**Task requirements**
Below are the records; give the number of their lines that contain the word "Birnbaumgasse" and nothing more.

**Information given**
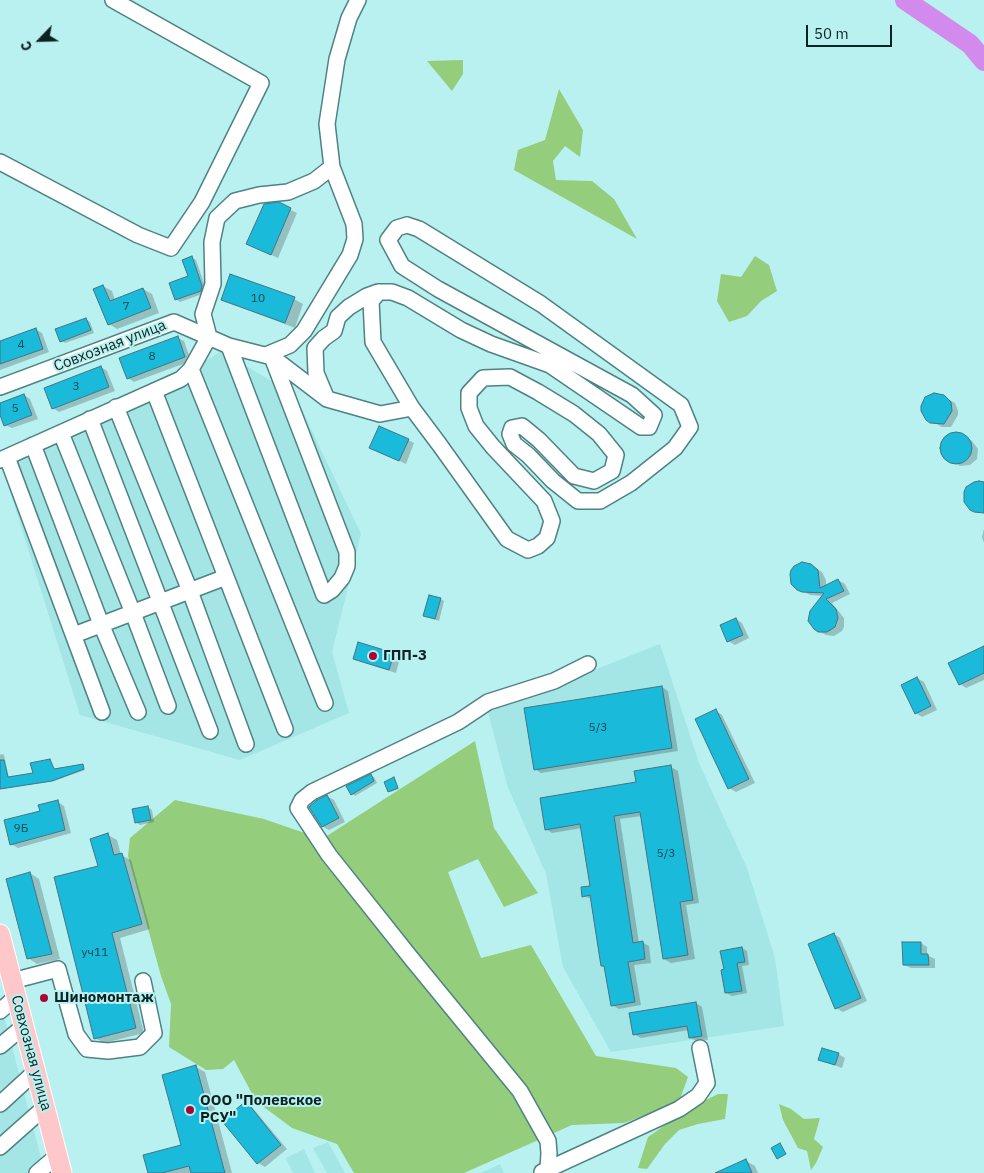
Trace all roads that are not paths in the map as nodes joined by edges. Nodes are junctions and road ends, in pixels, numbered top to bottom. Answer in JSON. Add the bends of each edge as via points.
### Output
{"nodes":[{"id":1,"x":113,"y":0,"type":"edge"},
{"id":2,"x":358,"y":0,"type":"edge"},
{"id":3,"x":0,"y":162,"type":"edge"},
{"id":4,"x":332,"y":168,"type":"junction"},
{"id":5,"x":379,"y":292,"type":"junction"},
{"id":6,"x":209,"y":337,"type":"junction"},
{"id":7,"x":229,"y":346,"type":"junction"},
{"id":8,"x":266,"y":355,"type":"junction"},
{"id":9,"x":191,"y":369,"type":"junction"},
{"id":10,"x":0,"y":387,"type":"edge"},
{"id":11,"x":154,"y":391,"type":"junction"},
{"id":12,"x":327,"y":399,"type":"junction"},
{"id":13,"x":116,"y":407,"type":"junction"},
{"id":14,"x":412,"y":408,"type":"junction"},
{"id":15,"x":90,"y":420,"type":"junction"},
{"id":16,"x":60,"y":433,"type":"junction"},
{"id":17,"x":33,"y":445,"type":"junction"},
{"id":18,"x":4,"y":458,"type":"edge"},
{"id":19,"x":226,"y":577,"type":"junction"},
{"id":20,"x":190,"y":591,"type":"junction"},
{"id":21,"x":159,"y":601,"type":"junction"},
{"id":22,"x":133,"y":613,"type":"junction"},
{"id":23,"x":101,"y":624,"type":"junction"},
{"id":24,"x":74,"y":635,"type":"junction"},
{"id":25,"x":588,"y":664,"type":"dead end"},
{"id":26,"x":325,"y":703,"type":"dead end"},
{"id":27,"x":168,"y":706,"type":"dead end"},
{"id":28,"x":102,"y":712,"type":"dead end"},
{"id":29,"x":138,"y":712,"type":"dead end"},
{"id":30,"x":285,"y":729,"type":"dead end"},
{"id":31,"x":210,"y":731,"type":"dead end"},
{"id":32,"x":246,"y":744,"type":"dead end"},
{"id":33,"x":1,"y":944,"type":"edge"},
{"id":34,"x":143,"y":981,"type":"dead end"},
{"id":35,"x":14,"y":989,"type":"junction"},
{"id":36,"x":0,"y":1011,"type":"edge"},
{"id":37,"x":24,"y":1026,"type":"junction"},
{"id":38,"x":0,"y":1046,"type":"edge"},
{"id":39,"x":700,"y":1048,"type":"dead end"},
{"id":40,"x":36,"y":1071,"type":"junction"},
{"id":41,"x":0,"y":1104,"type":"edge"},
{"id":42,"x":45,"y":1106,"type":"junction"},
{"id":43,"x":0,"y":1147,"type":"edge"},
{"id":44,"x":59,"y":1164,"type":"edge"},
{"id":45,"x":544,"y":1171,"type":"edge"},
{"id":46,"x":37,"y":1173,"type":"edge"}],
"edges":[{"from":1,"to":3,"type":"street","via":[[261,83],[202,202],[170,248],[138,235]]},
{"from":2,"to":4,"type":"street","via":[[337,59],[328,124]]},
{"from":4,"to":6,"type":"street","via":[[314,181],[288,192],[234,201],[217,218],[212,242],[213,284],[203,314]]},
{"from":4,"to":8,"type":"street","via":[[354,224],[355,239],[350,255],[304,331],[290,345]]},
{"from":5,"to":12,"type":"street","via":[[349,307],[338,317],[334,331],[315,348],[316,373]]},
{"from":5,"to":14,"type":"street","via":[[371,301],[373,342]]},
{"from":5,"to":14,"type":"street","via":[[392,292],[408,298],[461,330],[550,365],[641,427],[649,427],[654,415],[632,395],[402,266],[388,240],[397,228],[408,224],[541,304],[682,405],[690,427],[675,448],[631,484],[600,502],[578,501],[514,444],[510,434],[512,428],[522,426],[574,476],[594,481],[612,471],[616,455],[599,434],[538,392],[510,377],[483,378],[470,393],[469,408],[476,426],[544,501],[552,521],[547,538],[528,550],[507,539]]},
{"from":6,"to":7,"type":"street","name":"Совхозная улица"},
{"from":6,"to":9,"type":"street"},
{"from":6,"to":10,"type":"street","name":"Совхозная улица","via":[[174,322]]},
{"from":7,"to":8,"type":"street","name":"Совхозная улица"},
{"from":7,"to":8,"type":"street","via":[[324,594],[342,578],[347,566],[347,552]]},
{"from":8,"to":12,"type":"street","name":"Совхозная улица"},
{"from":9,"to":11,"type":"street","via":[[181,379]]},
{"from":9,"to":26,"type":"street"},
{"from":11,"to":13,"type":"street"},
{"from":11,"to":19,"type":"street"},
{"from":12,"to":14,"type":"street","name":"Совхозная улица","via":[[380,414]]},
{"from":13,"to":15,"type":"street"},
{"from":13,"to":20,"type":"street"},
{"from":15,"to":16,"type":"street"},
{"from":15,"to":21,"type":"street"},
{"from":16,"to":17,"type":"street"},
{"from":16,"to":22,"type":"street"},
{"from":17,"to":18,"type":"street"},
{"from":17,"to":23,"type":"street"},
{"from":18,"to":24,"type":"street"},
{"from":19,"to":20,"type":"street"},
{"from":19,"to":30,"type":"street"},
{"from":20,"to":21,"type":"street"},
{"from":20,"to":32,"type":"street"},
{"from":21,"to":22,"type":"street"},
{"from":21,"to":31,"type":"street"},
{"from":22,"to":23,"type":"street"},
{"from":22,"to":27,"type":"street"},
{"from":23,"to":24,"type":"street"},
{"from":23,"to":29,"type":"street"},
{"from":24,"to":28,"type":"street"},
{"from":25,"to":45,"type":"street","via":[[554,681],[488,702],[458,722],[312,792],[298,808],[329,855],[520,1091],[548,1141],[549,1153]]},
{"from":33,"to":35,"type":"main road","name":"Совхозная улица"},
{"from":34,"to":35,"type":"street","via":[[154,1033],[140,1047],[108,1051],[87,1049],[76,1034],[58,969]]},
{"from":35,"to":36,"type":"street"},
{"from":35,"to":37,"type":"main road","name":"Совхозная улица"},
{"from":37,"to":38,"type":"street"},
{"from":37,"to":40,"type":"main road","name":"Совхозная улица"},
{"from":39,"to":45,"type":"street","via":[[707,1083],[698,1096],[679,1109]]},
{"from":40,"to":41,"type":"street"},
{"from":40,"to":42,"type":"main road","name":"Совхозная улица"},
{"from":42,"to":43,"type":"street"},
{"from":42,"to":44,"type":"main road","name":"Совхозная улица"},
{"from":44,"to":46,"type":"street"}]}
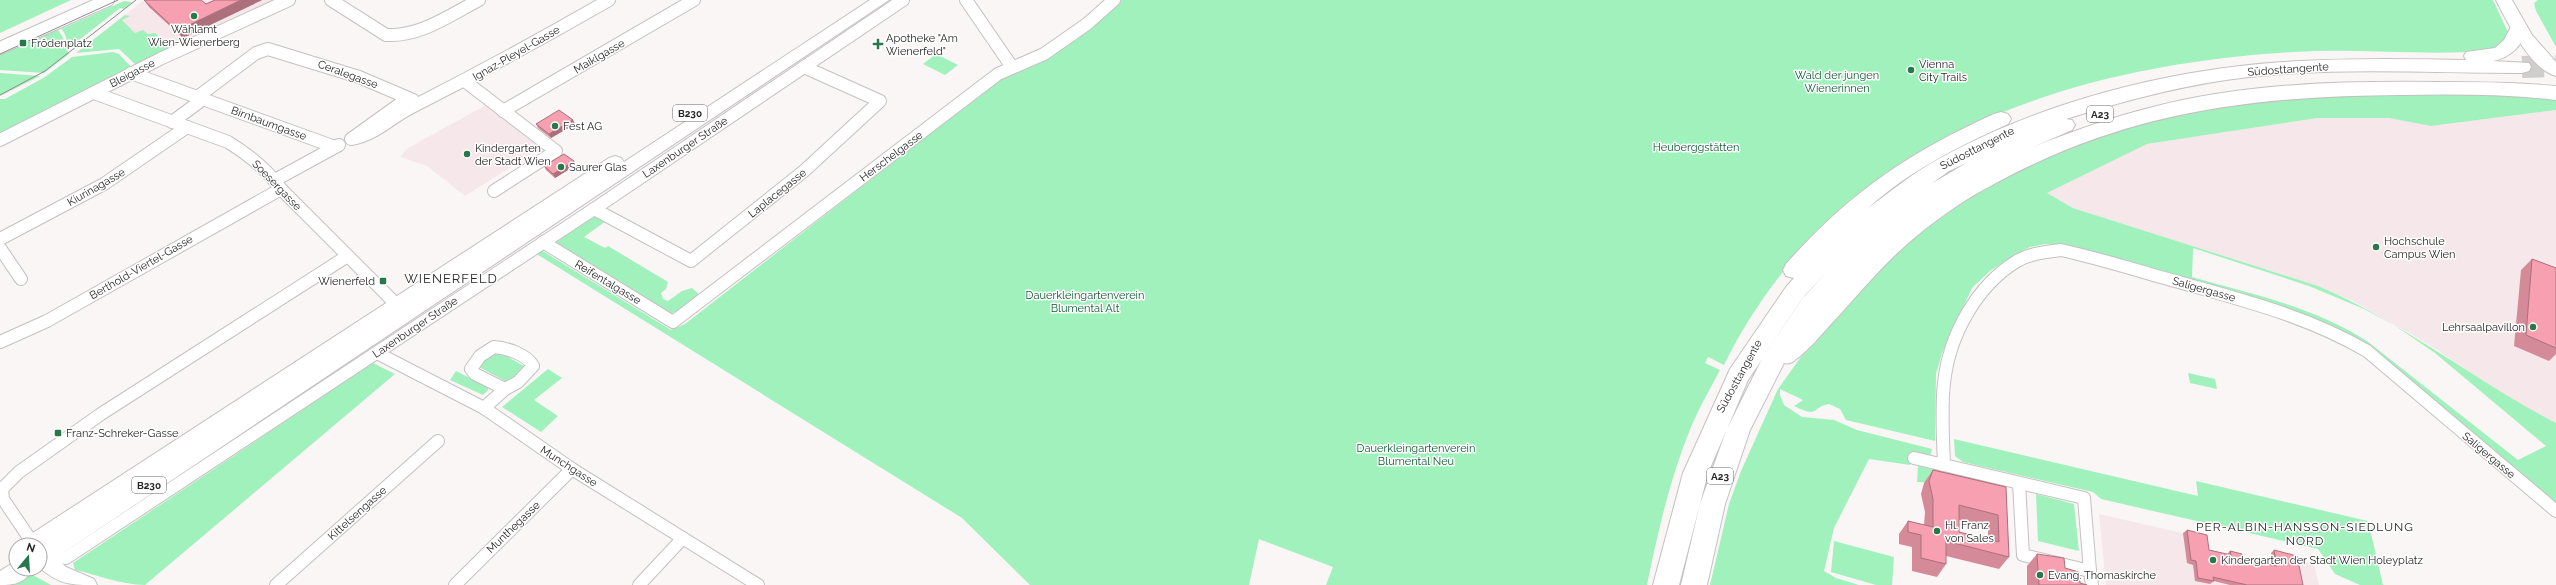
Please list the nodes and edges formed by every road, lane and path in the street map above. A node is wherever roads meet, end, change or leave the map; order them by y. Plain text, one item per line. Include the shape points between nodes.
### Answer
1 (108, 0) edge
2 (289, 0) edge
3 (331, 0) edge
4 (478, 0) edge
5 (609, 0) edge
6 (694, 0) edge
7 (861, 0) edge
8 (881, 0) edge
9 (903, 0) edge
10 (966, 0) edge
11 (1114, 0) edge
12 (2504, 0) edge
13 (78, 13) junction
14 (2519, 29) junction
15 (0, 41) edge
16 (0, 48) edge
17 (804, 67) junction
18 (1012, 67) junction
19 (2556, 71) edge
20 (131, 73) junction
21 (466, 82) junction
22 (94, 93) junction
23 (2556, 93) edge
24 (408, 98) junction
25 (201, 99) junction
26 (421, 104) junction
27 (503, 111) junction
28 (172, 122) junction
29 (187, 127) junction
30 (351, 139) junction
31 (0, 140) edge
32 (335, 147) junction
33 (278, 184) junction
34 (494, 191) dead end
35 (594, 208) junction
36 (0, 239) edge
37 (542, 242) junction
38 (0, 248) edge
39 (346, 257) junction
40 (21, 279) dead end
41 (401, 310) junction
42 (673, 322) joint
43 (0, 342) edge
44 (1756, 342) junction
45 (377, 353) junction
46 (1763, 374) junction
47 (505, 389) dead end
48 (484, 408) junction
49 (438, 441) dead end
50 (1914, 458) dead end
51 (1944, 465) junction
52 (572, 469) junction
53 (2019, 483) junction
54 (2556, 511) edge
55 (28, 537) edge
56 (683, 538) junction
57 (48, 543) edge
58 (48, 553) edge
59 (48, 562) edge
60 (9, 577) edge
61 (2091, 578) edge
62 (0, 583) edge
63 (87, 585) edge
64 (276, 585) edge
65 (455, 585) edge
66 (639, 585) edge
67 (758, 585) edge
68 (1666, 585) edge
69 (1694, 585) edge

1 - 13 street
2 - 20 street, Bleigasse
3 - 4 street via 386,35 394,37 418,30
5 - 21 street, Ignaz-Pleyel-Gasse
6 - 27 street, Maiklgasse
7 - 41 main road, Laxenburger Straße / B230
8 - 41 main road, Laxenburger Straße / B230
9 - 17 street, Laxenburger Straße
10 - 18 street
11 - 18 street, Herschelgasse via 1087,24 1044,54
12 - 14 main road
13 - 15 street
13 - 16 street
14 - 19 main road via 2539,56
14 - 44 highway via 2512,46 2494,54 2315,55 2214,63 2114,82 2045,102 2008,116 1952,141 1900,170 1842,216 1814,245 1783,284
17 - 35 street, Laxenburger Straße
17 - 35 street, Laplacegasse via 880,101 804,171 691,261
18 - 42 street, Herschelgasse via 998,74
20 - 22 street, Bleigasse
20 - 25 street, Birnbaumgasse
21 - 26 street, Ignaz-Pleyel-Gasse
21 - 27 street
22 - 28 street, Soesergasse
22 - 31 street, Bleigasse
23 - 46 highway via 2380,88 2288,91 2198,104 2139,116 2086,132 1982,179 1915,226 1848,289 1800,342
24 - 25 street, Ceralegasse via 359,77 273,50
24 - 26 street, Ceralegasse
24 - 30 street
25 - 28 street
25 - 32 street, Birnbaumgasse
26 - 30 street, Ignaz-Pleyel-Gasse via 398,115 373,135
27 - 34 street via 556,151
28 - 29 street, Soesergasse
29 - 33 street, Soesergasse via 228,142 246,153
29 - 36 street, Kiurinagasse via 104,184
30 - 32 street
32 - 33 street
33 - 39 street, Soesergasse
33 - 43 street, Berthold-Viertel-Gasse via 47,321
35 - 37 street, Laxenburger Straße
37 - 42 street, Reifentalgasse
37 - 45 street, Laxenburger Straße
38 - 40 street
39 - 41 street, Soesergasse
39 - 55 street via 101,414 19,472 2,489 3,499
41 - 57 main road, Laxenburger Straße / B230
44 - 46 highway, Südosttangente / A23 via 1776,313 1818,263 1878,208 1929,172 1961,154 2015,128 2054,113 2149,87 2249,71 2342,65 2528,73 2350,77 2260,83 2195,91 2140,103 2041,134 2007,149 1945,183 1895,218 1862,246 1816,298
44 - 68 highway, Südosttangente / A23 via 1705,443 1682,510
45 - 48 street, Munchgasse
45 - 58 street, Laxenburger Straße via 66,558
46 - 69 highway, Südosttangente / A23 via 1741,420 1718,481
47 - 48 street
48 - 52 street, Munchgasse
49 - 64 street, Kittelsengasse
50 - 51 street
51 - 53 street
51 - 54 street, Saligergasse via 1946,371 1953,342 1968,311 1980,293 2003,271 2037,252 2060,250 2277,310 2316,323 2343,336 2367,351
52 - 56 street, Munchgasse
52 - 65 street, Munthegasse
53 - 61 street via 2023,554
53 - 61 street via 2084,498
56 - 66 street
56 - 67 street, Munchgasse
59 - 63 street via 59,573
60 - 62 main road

**Exercise solution**
2